_Directions for this task_. Your answer should hold every line of the records below that contains the string "Monroe".

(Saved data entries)
= = = =

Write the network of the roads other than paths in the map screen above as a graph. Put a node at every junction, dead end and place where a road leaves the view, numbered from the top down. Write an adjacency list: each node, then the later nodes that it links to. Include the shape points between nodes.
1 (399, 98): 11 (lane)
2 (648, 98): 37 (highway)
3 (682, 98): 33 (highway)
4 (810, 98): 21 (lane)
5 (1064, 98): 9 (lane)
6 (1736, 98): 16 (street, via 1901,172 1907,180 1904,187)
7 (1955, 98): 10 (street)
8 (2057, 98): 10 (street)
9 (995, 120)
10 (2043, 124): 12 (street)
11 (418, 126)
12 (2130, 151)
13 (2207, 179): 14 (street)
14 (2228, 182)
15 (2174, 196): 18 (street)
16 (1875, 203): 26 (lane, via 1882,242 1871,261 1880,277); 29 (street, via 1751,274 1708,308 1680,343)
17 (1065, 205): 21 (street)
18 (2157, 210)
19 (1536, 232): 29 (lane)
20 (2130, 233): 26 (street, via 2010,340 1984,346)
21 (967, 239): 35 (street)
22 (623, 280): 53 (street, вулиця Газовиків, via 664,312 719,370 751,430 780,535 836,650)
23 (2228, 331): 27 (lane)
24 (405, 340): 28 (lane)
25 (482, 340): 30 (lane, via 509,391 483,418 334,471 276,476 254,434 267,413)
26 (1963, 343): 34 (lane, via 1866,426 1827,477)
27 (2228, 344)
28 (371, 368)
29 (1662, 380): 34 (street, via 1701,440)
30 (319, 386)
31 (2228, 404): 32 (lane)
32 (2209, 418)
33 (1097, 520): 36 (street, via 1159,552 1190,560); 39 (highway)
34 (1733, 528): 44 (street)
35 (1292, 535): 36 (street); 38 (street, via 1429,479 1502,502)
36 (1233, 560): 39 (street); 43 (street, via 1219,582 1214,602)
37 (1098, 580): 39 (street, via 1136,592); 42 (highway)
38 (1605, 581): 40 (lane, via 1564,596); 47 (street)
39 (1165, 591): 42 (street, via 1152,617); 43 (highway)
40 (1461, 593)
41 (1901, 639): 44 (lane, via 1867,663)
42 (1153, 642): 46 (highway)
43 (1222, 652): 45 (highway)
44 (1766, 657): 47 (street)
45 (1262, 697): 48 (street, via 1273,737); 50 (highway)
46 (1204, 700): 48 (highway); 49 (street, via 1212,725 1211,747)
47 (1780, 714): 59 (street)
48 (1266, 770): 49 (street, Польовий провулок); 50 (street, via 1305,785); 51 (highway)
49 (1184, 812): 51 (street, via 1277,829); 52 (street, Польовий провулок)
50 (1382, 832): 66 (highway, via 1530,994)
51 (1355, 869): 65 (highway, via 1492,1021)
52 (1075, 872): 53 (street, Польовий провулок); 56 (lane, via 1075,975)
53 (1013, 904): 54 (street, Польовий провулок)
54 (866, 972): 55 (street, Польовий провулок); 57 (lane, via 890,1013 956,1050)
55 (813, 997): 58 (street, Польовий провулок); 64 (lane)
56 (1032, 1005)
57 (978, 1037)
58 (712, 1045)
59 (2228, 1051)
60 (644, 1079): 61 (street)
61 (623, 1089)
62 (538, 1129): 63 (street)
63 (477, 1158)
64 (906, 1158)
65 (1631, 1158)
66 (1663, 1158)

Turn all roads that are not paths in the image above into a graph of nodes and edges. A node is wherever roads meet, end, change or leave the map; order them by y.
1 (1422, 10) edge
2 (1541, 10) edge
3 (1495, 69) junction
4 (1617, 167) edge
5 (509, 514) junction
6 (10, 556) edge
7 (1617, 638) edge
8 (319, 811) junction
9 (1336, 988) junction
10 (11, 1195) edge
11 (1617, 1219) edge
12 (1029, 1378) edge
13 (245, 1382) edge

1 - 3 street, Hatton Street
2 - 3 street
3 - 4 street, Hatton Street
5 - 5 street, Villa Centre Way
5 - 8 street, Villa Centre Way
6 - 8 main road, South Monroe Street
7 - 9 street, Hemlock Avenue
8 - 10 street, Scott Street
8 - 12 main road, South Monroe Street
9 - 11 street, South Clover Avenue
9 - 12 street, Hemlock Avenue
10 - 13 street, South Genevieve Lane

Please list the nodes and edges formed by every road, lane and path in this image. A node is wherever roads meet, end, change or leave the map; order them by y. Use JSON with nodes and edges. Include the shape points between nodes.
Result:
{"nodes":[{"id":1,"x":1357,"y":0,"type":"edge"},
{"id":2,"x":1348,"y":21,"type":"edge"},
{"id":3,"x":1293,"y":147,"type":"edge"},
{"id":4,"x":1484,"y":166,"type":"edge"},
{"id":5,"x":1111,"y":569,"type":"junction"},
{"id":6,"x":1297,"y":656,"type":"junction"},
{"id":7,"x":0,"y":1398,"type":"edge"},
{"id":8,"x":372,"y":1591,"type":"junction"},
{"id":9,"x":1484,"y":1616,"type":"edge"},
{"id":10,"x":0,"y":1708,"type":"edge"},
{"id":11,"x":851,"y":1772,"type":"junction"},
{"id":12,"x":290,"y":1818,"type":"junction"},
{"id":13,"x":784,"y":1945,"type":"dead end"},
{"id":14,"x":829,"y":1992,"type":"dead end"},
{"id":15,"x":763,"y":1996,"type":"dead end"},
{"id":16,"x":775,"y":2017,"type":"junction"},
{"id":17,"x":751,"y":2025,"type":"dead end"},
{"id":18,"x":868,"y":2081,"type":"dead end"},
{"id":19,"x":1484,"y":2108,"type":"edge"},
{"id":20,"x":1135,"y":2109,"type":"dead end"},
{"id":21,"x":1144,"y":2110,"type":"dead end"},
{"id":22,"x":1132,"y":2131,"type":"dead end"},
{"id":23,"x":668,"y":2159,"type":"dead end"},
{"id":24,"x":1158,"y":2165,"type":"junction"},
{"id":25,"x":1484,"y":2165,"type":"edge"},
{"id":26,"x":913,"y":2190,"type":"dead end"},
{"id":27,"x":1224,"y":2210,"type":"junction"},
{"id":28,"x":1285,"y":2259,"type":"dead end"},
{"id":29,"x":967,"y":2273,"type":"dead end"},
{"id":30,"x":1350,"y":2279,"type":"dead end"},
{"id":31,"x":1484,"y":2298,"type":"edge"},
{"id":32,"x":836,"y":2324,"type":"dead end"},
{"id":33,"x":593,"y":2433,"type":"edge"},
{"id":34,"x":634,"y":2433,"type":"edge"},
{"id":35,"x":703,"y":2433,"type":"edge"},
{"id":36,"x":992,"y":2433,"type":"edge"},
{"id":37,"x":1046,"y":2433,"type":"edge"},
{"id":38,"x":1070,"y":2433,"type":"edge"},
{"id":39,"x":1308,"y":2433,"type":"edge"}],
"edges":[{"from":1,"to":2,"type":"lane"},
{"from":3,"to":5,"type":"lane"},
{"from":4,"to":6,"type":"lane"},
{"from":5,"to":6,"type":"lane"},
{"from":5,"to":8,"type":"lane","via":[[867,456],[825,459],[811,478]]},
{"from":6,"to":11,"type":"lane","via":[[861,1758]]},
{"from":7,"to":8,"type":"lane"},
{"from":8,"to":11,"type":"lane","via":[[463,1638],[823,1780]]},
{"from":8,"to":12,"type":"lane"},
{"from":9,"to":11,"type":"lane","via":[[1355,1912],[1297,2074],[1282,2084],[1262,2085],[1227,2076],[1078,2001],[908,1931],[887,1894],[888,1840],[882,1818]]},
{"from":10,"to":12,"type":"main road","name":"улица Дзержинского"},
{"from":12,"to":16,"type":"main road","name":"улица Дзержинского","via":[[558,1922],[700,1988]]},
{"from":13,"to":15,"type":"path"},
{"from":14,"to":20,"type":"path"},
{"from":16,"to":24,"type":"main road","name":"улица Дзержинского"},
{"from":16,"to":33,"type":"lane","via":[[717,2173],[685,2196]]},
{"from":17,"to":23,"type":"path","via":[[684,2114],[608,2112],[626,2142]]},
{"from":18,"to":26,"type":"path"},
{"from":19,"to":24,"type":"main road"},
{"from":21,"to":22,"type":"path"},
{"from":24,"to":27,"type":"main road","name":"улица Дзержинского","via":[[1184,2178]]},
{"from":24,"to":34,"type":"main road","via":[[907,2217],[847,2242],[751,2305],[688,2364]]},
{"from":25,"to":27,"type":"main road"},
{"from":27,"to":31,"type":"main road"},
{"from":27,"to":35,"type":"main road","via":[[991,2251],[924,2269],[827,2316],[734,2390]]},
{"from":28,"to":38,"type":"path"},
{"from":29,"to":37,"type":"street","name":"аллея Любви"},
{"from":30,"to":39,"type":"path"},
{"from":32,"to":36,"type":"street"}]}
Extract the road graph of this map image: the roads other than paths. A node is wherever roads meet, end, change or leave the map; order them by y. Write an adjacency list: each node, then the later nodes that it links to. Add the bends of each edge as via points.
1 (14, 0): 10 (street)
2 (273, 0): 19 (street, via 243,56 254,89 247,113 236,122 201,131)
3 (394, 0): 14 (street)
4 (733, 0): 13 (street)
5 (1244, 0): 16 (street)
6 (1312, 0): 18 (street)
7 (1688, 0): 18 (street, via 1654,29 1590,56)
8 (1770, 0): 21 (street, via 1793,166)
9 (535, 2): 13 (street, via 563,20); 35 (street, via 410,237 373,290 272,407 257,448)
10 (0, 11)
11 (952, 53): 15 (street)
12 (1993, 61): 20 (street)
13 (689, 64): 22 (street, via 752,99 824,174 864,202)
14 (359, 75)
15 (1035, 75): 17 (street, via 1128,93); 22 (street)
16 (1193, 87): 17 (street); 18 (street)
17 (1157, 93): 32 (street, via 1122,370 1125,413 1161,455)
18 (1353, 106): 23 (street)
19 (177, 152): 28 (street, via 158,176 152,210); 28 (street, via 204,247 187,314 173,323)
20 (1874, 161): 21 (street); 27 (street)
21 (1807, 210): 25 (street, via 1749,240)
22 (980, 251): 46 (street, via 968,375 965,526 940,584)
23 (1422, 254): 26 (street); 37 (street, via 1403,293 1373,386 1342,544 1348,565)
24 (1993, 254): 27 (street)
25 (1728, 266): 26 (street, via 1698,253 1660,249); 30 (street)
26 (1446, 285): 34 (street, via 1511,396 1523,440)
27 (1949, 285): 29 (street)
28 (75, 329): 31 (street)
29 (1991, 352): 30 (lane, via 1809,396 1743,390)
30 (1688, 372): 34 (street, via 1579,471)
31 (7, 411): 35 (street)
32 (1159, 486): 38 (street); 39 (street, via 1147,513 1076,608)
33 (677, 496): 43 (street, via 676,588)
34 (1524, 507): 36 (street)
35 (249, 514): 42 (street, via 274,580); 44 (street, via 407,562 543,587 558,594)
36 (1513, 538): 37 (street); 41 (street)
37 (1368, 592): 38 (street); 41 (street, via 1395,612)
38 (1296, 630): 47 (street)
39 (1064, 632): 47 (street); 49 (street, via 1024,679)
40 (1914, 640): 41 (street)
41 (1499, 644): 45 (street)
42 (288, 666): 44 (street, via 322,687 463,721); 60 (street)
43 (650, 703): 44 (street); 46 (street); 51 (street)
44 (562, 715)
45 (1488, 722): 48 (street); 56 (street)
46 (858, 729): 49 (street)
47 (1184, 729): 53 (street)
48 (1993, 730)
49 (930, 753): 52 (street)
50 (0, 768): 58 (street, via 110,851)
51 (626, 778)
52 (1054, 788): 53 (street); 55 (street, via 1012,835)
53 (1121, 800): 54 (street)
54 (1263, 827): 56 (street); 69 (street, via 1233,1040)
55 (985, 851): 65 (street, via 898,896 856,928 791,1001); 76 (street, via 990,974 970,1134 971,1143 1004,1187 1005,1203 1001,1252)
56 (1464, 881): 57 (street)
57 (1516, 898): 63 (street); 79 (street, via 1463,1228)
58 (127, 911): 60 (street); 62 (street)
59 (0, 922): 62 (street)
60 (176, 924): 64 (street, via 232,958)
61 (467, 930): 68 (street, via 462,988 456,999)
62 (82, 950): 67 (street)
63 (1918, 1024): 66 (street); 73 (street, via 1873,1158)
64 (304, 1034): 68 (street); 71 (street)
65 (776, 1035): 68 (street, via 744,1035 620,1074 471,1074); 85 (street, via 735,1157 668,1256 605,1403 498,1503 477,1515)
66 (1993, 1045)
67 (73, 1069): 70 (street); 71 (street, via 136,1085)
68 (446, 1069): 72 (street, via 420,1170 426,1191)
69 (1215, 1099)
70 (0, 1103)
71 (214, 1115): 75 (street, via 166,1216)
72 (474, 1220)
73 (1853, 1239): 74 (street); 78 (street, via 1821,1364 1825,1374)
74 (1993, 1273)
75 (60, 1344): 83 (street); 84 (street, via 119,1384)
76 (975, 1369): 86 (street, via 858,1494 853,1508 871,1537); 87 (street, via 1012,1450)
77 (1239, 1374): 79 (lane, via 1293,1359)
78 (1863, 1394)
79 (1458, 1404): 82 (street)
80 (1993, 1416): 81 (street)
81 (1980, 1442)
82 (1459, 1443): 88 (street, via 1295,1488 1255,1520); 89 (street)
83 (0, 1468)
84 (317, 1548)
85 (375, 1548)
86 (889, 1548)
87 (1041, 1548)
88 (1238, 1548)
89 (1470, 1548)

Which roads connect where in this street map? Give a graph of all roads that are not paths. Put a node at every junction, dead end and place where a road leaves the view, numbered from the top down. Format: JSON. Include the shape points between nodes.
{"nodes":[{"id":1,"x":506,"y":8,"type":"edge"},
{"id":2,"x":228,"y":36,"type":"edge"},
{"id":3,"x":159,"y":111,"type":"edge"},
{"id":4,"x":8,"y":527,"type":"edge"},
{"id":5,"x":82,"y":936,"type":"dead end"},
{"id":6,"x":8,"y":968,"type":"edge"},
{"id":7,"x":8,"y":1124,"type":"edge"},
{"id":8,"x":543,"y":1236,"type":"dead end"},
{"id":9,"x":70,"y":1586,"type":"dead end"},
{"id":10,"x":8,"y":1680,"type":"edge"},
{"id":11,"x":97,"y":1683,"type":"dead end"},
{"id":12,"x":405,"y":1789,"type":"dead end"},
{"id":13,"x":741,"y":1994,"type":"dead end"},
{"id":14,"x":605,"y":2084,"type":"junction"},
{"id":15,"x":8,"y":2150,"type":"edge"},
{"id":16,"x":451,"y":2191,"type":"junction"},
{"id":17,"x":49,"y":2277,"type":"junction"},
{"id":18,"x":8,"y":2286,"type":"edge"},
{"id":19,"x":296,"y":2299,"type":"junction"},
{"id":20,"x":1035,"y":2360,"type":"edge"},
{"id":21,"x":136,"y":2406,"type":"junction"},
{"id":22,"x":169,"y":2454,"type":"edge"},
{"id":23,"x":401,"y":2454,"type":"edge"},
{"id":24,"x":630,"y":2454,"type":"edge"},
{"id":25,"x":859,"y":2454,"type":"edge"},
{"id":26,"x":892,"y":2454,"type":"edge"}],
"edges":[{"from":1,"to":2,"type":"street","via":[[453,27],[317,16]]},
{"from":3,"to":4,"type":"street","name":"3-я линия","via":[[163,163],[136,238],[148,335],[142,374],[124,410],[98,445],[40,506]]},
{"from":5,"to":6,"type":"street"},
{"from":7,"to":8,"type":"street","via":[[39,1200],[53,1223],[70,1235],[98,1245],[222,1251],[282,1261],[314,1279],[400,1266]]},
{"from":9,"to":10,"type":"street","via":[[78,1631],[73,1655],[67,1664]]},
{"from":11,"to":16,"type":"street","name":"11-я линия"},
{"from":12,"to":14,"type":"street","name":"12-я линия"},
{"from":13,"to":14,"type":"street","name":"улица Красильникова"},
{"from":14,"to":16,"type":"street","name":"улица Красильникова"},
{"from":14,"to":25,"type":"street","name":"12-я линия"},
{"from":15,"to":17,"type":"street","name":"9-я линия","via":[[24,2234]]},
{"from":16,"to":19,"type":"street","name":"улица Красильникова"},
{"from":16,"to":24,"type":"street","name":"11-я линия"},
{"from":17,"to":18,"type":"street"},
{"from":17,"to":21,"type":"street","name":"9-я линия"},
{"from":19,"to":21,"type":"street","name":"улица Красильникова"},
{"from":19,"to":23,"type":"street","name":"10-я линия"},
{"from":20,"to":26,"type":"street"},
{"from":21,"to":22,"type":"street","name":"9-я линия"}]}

= = = =

_The completed task_.
6 - 8 main road, South Monroe Street
8 - 12 main road, South Monroe Street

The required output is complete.